Taking pleasure in who I am right now isn’t something I’ve thought much about. I take pleasure in the person I’m becoming. I forgot that there really is a person I am right now.
“Can you do it?” Ryan continues. “If it seems difficult, that’s no surprise. In fact, I once read that the most frequent question to Ann Landers was, ‘What’s wrong with me?’
“Because we see ourselves as endless self-help projects, we’re constantly holding ourselves up to impossibly perfectionistic standards in everything from relationships to body shape to clothes-washing. And there’s no good reason for it. The truth is, our imperfections and inconsistencies, our messy closets and unmade beds, are just incidental parts of our wonderful, fulfilling lives.”
Did you hear that? Our imperfections make us who we are. I’m not intentionally mean or forgetful or unorganized or flat-chested or someone for whom belly skin is an issue. I don’t mean to forget to call someone back or send an email or take out the garbage or pay a bill. Generally speaking, I’m a nice person. I’m a good person. Chances are, you are, too.
This year, I’m adopting M.J. Ryan’s philosophy. I guess you could say I’m resolving to make no resolutions. Like the Rush song says, “If you choose not to decide, you still have made a choice.” If I choose in 2008 to change something about myself, which no doubt I will, I will do it because I want to and not because of a date on a calendar or because everyone else is doing it.
Are you making a resolution? Post a comment. Let us know if you are or are not, what it is or is not, or if you are, like me, going to breathe deep and get to know the you you are now.
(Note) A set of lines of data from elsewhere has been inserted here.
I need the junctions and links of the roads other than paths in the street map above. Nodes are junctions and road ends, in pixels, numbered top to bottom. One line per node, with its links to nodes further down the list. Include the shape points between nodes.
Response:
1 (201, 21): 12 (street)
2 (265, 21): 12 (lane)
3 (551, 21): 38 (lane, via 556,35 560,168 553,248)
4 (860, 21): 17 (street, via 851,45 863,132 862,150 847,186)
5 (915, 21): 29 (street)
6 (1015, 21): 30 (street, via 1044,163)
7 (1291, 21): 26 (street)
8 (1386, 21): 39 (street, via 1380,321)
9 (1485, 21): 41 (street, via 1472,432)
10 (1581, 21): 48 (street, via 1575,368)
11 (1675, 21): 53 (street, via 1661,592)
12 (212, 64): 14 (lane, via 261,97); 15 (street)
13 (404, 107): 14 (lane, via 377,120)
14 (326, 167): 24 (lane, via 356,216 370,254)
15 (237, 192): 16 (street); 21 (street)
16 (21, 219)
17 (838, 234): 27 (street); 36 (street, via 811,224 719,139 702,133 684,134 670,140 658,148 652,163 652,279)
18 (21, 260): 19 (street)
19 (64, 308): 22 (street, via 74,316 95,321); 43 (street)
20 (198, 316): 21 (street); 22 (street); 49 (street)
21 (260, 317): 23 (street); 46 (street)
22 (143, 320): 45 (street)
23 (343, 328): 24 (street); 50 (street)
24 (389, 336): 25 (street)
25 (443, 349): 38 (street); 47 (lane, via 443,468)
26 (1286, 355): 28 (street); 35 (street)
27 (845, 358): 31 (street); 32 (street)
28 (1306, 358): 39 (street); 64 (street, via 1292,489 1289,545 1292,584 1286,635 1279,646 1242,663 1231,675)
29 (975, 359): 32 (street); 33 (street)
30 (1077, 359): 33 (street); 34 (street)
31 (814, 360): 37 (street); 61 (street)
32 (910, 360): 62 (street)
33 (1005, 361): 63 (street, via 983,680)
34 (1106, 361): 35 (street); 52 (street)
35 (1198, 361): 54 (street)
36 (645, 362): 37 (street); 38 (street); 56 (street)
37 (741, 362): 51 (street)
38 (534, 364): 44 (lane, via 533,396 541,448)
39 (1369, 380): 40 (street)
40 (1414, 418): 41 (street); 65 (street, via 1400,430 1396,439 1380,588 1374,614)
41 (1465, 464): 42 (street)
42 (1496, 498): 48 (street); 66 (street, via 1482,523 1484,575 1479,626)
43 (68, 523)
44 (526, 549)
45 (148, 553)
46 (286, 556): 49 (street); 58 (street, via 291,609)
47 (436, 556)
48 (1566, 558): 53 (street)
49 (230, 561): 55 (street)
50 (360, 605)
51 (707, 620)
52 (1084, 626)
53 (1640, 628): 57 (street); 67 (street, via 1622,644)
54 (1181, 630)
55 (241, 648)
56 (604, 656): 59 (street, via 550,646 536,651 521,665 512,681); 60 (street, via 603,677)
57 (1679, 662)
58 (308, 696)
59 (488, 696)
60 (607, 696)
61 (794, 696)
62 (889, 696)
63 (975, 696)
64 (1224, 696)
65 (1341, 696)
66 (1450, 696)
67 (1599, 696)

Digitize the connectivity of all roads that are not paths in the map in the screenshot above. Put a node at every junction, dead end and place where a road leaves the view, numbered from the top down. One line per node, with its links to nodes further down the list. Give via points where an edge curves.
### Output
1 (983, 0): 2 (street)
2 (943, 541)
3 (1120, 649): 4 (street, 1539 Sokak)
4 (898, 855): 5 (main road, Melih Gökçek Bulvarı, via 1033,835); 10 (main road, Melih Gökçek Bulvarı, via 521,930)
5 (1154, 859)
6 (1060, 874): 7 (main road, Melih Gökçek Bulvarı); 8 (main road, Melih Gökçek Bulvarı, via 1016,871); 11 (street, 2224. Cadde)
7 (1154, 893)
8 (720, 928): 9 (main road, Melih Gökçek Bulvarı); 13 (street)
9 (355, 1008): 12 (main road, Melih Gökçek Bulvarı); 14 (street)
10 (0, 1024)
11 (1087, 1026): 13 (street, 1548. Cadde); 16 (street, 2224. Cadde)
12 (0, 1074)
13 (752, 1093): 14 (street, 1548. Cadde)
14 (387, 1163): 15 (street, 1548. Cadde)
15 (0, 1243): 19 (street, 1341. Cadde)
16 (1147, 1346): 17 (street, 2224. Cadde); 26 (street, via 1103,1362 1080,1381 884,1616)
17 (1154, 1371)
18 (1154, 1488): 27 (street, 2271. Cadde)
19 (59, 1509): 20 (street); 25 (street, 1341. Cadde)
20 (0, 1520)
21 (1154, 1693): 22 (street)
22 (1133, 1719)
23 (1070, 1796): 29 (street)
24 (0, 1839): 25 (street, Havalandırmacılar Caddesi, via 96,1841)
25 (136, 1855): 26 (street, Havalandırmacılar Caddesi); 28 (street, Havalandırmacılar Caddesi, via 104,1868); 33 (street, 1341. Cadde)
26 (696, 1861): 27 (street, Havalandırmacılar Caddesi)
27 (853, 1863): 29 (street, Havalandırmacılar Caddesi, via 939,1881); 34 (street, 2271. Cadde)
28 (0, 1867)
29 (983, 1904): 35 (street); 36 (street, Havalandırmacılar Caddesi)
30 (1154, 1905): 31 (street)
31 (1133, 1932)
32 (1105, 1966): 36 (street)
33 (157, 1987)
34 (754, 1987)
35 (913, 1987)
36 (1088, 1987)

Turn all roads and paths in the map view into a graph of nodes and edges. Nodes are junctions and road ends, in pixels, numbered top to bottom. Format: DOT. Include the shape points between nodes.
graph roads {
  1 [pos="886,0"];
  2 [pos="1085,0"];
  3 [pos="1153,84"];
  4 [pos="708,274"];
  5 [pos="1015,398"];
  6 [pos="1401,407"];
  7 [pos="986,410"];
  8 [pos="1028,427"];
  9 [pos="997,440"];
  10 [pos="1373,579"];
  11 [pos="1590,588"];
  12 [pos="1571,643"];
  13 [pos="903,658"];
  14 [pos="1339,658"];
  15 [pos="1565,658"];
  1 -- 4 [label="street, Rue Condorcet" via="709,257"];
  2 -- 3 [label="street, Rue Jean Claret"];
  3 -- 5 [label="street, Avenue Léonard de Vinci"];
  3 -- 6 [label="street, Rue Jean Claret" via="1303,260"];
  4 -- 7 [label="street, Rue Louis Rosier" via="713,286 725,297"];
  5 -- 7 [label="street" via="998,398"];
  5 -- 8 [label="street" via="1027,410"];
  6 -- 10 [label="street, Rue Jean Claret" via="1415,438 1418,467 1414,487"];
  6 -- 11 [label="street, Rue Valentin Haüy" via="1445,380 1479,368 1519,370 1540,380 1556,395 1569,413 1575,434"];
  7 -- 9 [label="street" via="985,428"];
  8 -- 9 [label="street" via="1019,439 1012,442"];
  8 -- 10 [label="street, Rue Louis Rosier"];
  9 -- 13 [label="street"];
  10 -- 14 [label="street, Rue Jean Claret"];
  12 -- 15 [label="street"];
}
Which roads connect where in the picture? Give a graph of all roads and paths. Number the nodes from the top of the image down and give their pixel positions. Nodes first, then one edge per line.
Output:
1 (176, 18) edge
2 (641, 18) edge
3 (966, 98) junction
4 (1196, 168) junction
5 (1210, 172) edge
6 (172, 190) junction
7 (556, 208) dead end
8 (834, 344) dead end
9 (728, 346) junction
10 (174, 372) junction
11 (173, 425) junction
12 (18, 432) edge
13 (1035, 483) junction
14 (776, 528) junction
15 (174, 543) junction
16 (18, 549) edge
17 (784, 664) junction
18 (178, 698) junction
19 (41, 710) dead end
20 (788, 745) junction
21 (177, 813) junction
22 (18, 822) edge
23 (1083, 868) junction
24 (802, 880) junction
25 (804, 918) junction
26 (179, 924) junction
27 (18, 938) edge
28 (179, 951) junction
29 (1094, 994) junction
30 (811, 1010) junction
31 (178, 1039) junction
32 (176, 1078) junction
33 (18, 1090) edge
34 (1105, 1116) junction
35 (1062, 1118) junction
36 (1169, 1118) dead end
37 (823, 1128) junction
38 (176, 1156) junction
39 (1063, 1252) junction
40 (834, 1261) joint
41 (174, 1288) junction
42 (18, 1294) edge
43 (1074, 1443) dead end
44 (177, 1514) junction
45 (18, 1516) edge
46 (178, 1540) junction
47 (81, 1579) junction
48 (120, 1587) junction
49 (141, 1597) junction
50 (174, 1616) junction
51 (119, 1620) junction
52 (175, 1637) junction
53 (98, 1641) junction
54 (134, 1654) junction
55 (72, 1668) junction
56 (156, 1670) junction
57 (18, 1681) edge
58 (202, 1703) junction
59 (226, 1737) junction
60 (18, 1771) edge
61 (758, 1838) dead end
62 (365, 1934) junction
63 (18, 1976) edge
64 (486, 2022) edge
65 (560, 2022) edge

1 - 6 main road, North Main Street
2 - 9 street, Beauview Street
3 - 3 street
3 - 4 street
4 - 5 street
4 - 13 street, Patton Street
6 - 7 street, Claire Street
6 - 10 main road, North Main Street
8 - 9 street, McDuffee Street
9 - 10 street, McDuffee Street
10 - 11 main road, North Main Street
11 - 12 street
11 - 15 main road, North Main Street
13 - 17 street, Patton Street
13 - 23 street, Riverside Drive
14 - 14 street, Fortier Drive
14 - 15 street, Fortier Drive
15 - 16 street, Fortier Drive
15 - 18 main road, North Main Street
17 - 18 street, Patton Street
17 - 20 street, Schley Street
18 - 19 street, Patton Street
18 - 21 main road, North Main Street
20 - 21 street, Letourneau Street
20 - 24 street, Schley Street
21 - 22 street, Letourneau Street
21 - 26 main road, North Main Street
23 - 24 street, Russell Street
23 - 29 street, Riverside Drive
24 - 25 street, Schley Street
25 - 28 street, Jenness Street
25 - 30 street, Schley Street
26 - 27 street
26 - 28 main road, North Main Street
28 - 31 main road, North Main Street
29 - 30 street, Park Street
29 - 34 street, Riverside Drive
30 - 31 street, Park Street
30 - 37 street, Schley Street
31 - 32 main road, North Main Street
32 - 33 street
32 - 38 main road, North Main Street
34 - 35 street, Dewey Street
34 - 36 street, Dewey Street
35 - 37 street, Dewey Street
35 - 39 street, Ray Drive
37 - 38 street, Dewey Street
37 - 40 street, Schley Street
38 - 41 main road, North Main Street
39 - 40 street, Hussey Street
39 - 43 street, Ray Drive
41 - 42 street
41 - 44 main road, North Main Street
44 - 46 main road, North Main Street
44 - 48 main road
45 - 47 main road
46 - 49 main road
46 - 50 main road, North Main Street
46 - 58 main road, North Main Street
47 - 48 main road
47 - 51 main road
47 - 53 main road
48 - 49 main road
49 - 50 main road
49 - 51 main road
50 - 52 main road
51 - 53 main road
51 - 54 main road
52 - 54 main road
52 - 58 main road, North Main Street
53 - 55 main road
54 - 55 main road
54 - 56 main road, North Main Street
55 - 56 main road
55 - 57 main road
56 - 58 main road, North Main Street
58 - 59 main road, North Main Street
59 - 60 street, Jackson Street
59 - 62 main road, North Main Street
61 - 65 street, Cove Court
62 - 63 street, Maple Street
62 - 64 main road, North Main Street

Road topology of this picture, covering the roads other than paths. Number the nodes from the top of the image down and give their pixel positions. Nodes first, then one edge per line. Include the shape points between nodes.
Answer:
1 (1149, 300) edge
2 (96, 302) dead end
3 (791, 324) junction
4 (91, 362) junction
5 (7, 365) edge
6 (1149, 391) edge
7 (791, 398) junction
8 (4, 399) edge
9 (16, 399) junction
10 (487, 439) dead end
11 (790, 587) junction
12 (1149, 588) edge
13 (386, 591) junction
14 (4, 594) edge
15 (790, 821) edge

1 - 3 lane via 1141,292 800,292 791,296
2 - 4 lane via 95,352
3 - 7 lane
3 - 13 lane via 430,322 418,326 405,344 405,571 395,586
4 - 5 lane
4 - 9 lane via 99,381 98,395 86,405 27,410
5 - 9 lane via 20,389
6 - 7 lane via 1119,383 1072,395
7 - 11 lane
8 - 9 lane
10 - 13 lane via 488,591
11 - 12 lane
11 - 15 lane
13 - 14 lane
Here’s Ryan’s advice on “How to say no to perfection.” It made me smile last night and took a huge load off my shoulders:
Take a break: For a full month, do nothing to improve yourself.
Make a mistake: Try a small, intentional slip-up – on purpose – and notice what happens. Don’t call back the moment you said you would. When you do call, apologize and ask how you can help now. Leave the house a mess before having guests, and then check in with yourself after the party. Did everybody have fun even though you aren’t perfect?
High-five yourself: At the end of the day, notice at least three things you did well and say, “Good job.”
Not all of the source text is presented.